What is required> Exactly repeat all the records below, omitting the images they hold.

Records from a dataset>

□ □ □

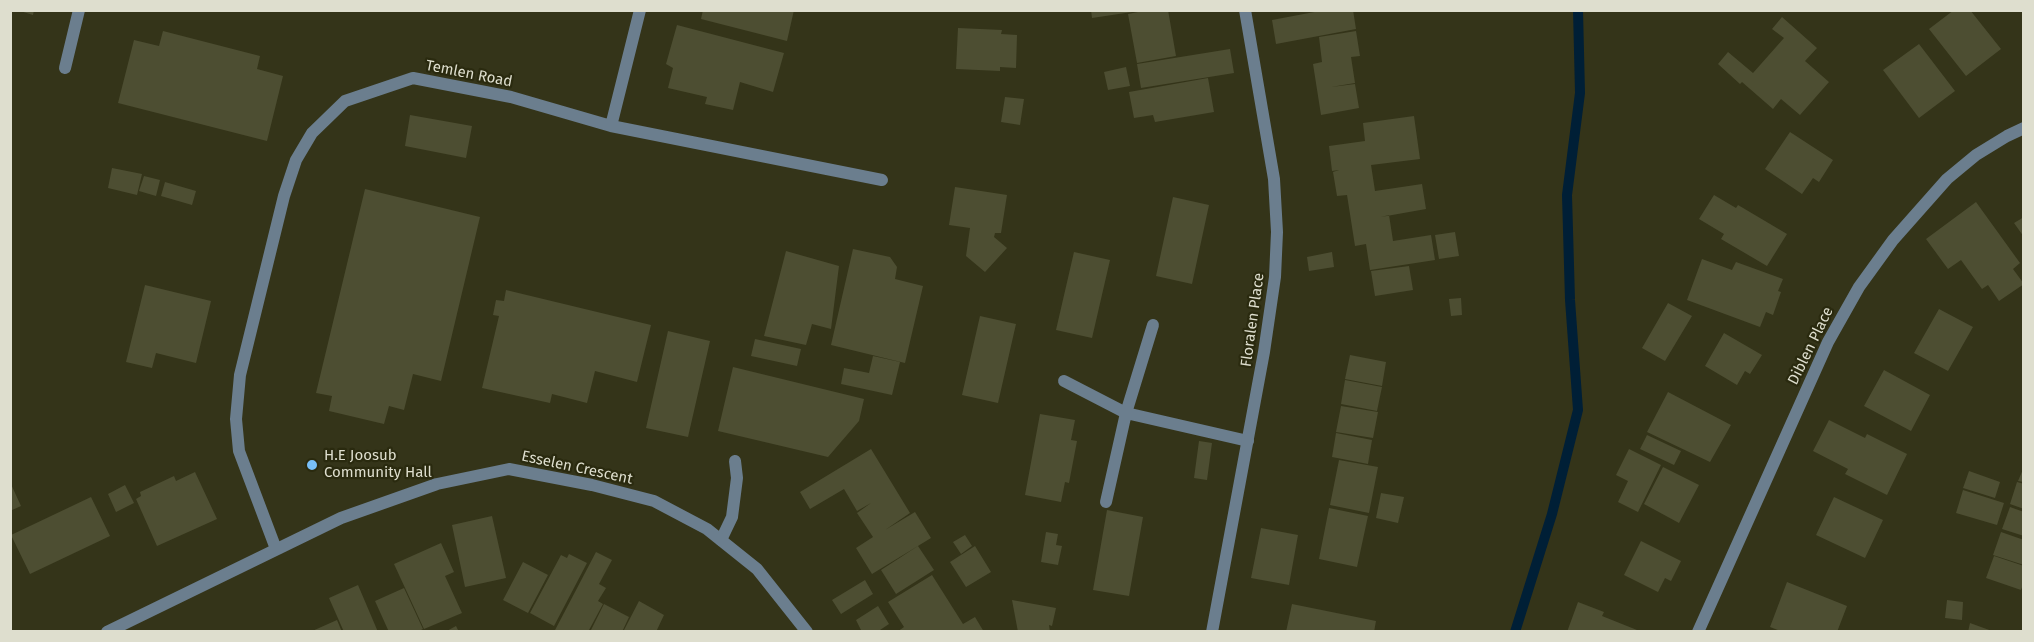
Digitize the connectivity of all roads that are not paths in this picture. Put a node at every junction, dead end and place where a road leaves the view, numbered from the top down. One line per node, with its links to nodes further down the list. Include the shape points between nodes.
1 (79, 10): 4 (street)
2 (640, 10): 5 (street)
3 (1245, 10): 11 (street, Floralen Place, via 1274,179 1277,232 1275,277)
4 (65, 68)
5 (611, 126): 7 (street, Temlen Road); 15 (street, Temlen Road, via 511,97 413,78 345,101 312,133 296,160 284,196 240,375 236,419 238,451)
6 (2024, 128): 19 (street, Diblen Place, via 1976,155 1947,179 1858,287 1828,342)
7 (882, 180)
8 (1153, 325): 10 (street)
9 (1064, 381): 10 (street)
10 (1126, 413): 11 (street); 13 (street)
11 (1248, 441): 18 (street, Floralen Place)
12 (735, 461): 14 (street, via 732,517)
13 (1106, 502)
14 (721, 540): 15 (street, Esselen Crescent, via 654,501 509,469 437,484 341,518); 17 (street, Esselen Crescent, via 757,569)
15 (276, 549): 16 (street, Esselen Crescent)
16 (107, 632)
17 (807, 632)
18 (1212, 632)
19 (1698, 632)

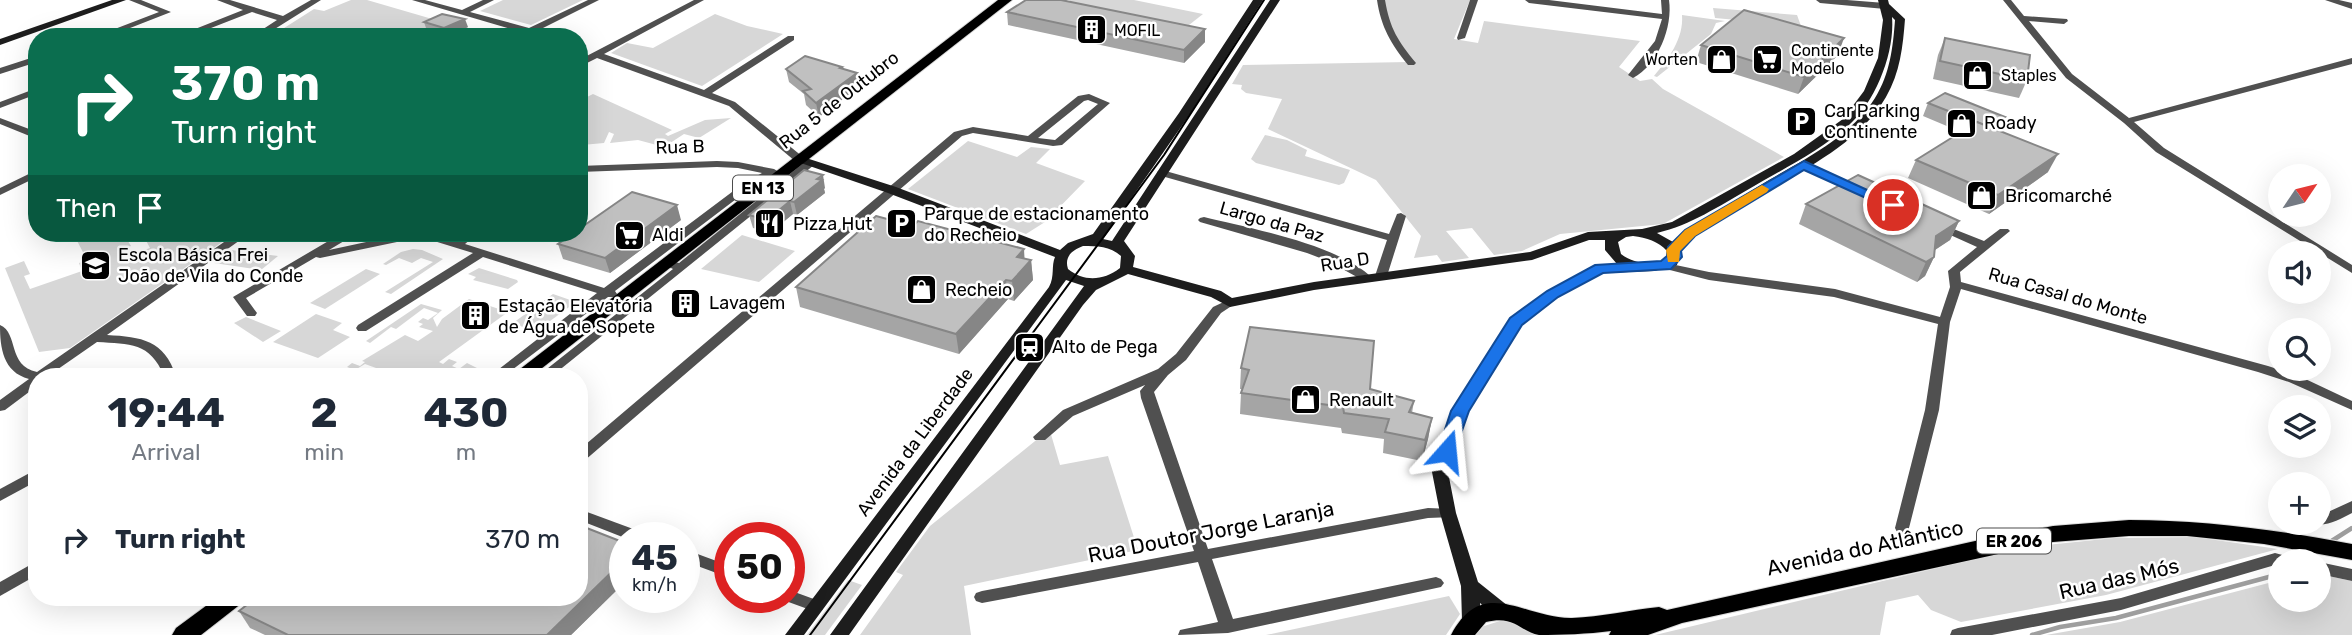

□ □ □

Problem solution>
Digitize the connectivity of all roads that are not paths in this picture. Put a node at every junction, dead end and place where a road leaves the view, numbered from the top down. One line per node, with its links to nodes further down the list. Include the shape points between nodes.
1 (79, 10): 4 (street)
2 (640, 10): 5 (street)
3 (1245, 10): 11 (street, Floralen Place, via 1274,179 1277,232 1275,277)
4 (65, 68)
5 (611, 126): 7 (street, Temlen Road); 15 (street, Temlen Road, via 511,97 413,78 345,101 312,133 296,160 284,196 240,375 236,419 238,451)
6 (2024, 128): 19 (street, Diblen Place, via 1976,155 1947,179 1858,287 1828,342)
7 (882, 180)
8 (1153, 325): 10 (street)
9 (1064, 381): 10 (street)
10 (1126, 413): 11 (street); 13 (street)
11 (1248, 441): 18 (street, Floralen Place)
12 (735, 461): 14 (street, via 732,517)
13 (1106, 502)
14 (721, 540): 15 (street, Esselen Crescent, via 654,501 509,469 437,484 341,518); 17 (street, Esselen Crescent, via 757,569)
15 (276, 549): 16 (street, Esselen Crescent)
16 (107, 632)
17 (807, 632)
18 (1212, 632)
19 (1698, 632)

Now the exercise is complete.